転職1年目のボーナスは、求人票の「賞与年2回」だけでは、支給の有無も金額も分かりません。入社日と会社の算定期間、支給対象になる条件を照合する必要があります。まず採用担当者へ、予定する入社日で最初の賞与がどう扱われるか確認しましょう。この記事では、住宅ローンや教育費を賞与で払う家庭が、提示年収と初年度に入るお金を混同せず、内定承諾前に家計を点検する手順を整理します。
公式情報の確認日:2026年9月9日。家計への反映方法は編集部の提案であり、支給額や手取り額を保証するものではありません。
最初の賞与は、会社のルールと入社日で変わる
dodaの解説では、転職1年目の賞与は、会社の賞与規定と入社時期によって異なります。算定期間のすべてに在籍していない場合や試用期間の扱いによって、無支給・一部支給などの違いが生じることがあります。
出典:doda「転職1年目でもボーナスはもらえる?」(確認日:2026年9月9日)。
他社の「夏は出なかった」「冬は満額だった」という話を、そのまま自分の予定へ当てはめないでください。会社名が同じでも、入社日や適用される制度をそろえて確認する必要があります。
内定承諾前にそろえる5つの情報
- 最初の支給時期:いつの支給から対象になる予定か。
- 算定期間:どの期間の勤務や評価に対して支給するのか。
- 在籍などの条件:支給日や基準日の在籍要件、入社直後の扱いはどうなっているか。
- 金額の基礎:基本給、固定額、評価、業績など、どの項目で決まるのか。
- 初年度の例外:在籍期間に応じた減額、試用期間、寸志などの扱いがあるか。
例えば「給与の何か月分」という回答なら、何を給与として計算するのかまで確認します。dodaも、基本給を指す場合と総支給額を指す場合の違いに注意を促しています。分からない額を、月給全体に掛けて確定収入にしないようにしましょう。
試用期間の条件がまだそろっていない人は、試用期間の給与・手当・雇用形態の確認も一緒に行うと、質問をまとめられます。
「提示年収」と「最初の12か月」を分ける
編集部では、求人や内定書面の想定年収とは別に、入社後12か月の月別メモを作ることを勧めます。年収の比較と、支払日にお金が足りるかの確認は別の作業です。
- 給与:初回支給日と、日割りなどの扱いを確認する。
- 賞与:支給の有無と時期が確認できたものを記載する。金額未定なら「未定」と残す。
- 支出:住宅ローンの賞与払い、学費、保険、家電更新など予定の大きな支払いを記載する。
- 不足への備え:賞与を見込まない場合の不足額を試算し、支払先への相談や家計調整の必要を確認する。

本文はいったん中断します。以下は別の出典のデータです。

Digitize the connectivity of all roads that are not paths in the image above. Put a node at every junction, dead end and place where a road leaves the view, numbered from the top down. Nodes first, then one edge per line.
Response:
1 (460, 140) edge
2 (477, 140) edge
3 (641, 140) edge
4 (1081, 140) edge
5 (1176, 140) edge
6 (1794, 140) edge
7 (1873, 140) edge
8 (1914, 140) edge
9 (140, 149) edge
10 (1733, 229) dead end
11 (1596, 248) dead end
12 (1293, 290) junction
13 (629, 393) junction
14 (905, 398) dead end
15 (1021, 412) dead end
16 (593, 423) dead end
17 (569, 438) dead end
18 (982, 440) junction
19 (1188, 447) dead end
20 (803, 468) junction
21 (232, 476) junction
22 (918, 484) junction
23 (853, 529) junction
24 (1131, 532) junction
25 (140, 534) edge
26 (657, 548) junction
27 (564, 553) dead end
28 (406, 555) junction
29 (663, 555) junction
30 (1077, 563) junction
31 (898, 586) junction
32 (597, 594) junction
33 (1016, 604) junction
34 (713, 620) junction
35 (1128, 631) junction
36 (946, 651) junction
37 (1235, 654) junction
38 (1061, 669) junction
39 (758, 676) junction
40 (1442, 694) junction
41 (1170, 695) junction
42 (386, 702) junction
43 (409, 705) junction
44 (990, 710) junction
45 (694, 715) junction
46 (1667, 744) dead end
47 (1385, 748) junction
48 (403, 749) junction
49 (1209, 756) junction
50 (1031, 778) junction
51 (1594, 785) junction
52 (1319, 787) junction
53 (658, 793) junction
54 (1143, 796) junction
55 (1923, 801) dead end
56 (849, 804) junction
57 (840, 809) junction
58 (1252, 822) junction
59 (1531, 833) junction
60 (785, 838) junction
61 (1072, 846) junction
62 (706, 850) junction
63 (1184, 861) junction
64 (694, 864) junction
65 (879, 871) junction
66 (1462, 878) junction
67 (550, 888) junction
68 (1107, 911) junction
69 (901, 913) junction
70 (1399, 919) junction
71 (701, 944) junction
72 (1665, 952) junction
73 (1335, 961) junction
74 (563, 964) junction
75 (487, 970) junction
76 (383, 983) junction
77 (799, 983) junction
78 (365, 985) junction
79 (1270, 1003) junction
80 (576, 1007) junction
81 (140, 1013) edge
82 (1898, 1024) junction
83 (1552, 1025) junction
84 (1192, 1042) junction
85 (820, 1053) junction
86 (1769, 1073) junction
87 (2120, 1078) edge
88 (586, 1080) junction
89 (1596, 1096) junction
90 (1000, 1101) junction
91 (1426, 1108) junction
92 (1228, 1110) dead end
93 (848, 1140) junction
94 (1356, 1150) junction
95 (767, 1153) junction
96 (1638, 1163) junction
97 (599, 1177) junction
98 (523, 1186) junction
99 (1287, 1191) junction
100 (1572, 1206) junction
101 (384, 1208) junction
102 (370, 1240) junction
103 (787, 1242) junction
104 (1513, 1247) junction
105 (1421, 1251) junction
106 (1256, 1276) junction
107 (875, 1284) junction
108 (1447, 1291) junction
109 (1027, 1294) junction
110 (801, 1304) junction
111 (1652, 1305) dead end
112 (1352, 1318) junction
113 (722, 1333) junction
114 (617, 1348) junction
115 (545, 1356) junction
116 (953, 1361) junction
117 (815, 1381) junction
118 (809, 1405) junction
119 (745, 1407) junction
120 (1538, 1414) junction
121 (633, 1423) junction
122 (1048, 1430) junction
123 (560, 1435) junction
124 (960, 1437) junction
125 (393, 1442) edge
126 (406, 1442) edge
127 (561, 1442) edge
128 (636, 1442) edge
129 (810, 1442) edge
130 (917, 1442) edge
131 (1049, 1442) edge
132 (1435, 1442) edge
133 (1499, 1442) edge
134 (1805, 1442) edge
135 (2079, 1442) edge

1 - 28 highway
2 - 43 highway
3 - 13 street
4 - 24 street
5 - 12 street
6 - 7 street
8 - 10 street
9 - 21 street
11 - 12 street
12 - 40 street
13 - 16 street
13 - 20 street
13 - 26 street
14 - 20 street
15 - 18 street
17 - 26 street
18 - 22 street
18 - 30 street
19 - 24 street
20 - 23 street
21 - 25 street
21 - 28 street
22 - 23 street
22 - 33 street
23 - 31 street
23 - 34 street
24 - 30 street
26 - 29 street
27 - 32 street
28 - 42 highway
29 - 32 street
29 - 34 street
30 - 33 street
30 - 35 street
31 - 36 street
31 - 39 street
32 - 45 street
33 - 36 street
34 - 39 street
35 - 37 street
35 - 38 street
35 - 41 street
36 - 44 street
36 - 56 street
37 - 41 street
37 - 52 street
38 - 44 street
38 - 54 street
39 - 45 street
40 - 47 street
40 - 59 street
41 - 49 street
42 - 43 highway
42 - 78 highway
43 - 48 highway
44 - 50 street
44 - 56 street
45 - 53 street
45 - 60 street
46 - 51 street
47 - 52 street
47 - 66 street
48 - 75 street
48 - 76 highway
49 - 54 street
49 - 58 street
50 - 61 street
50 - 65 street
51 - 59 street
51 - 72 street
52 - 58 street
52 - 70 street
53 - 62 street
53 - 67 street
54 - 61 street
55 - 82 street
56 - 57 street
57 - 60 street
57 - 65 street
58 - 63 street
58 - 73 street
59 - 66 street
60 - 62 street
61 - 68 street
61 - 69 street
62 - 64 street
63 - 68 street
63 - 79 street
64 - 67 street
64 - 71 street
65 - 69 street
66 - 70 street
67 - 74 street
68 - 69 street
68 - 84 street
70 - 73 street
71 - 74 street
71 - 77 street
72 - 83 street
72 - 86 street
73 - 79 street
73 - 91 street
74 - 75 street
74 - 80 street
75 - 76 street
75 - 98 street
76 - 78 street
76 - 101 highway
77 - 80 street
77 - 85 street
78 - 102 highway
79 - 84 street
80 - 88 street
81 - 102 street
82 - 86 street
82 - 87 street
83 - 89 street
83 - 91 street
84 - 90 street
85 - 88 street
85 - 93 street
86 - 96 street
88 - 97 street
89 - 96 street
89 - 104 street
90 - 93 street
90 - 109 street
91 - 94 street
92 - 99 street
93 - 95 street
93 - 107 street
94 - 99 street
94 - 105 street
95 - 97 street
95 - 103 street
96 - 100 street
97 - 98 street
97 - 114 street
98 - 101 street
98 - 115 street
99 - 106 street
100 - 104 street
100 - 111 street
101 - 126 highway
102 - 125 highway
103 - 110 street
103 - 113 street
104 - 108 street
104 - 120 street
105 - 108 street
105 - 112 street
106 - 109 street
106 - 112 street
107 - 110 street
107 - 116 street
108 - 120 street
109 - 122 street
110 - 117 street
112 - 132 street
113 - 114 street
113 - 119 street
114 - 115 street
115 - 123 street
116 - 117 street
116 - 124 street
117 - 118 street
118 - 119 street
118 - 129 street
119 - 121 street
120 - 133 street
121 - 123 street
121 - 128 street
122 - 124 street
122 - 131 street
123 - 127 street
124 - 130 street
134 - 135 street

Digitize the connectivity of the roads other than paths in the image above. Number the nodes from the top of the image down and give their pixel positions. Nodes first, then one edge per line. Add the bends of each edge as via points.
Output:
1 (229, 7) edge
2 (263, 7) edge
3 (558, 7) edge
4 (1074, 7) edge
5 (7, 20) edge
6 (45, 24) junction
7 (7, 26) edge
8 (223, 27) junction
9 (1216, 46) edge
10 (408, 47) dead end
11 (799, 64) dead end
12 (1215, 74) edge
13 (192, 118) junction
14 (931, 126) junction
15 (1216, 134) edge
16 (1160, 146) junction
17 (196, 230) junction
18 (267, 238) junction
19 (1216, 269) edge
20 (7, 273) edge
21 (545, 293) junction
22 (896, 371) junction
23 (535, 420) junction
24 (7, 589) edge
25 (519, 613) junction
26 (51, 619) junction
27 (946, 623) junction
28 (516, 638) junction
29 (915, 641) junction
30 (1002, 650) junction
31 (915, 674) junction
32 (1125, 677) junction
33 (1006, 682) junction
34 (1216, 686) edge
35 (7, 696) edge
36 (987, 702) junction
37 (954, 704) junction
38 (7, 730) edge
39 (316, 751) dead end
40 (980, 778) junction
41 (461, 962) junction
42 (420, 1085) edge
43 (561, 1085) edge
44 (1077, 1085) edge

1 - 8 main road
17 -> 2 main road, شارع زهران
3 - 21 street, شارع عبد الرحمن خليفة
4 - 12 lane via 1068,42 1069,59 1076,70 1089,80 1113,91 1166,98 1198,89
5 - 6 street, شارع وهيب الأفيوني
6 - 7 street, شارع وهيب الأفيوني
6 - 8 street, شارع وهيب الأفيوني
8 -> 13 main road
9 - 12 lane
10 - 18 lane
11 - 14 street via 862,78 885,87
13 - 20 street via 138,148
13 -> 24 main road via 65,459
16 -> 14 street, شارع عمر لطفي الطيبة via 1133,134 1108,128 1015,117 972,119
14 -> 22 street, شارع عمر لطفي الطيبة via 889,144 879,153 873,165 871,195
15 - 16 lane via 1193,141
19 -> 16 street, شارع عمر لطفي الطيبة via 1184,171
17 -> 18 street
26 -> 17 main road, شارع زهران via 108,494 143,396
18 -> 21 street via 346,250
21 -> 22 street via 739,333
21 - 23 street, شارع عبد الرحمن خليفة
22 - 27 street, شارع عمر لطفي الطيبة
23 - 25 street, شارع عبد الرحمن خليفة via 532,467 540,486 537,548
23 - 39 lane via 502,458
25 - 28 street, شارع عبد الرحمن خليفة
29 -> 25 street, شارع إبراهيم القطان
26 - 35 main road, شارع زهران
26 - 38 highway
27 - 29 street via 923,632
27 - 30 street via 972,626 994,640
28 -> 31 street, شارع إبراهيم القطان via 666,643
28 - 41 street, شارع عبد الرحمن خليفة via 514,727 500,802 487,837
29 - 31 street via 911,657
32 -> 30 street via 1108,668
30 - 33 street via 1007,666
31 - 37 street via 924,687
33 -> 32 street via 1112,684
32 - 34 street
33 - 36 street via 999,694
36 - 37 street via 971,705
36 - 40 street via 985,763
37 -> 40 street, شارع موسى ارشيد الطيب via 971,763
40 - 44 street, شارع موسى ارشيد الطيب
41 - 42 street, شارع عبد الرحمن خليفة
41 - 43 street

「未定」は「支給ゼロと決まった」という意味ではありません。家計の安全側の試算でだけ、まだ確定していない賞与をあてにしないようにします。支給が確認できたら、別の見通しとして更新してください。
給与の入金間隔は、転職後の最初の給料日の確認手順へ。毎月の支出も含めた点検には、年収ダウンを想定した家計の見直しを使えます。
前職の賞与だけを見て入社日を決めない
リクルートエージェントは、現職の賞与規程だけでなく、転職先で最初の賞与の対象になる時期も確認するよう案内しています。支給条件は企業ごとに異なるため、「受け取ってすぐ辞めるのが得」と一律には決められません。
出典:リクルートエージェント「ボーナスと転職のタイミング」(確認日:2026年9月9日)。
家計の試算を作った後で、退職の手続き、引き継ぎ、家庭の予定、応募先が希望する入社時期を並べます。賞与の一回分だけで結論を急がず、勤務条件も含めて続けられる選択かを確かめましょう。
初年度の賞与を確認する文面
次は編集部作成例です。「予定する入社日」は自分の日付に置き換え、既に説明を受けた項目は削って使ってください。
入社後の生活設計のため、初年度の賞与について確認させてください。予定する入社日で入社した場合、最初に支給対象となる時期、算定期間、在籍要件、試用期間中の扱いを教えていただけますでしょうか。提示いただいた想定年収が、初年度にも当てはまるか、金額が未定となる部分はどこかも確認できますと幸いです。
確認を頼む窓口は、直接応募なら採用担当者、エージェント経由なら担当者にそろえます。回答が未定なら、いつ・何が決まれば確認できるのかを追加で聞いておきましょう。
今日の一歩:賞与で払う予定を一つ確認する
最初から細かな年間家計表を完成させなくても構いません。賞与で払う予定の支出を一つ選び、その支払日までに転職先の賞与を受け取れる条件かを確認します。
賞与以外の条件も一度に照合したい場合は、内定条件の確認メールへ進んでください。初年度の見通しが立たない間は、入社日の再相談や承諾の判断を待つことも選択肢です。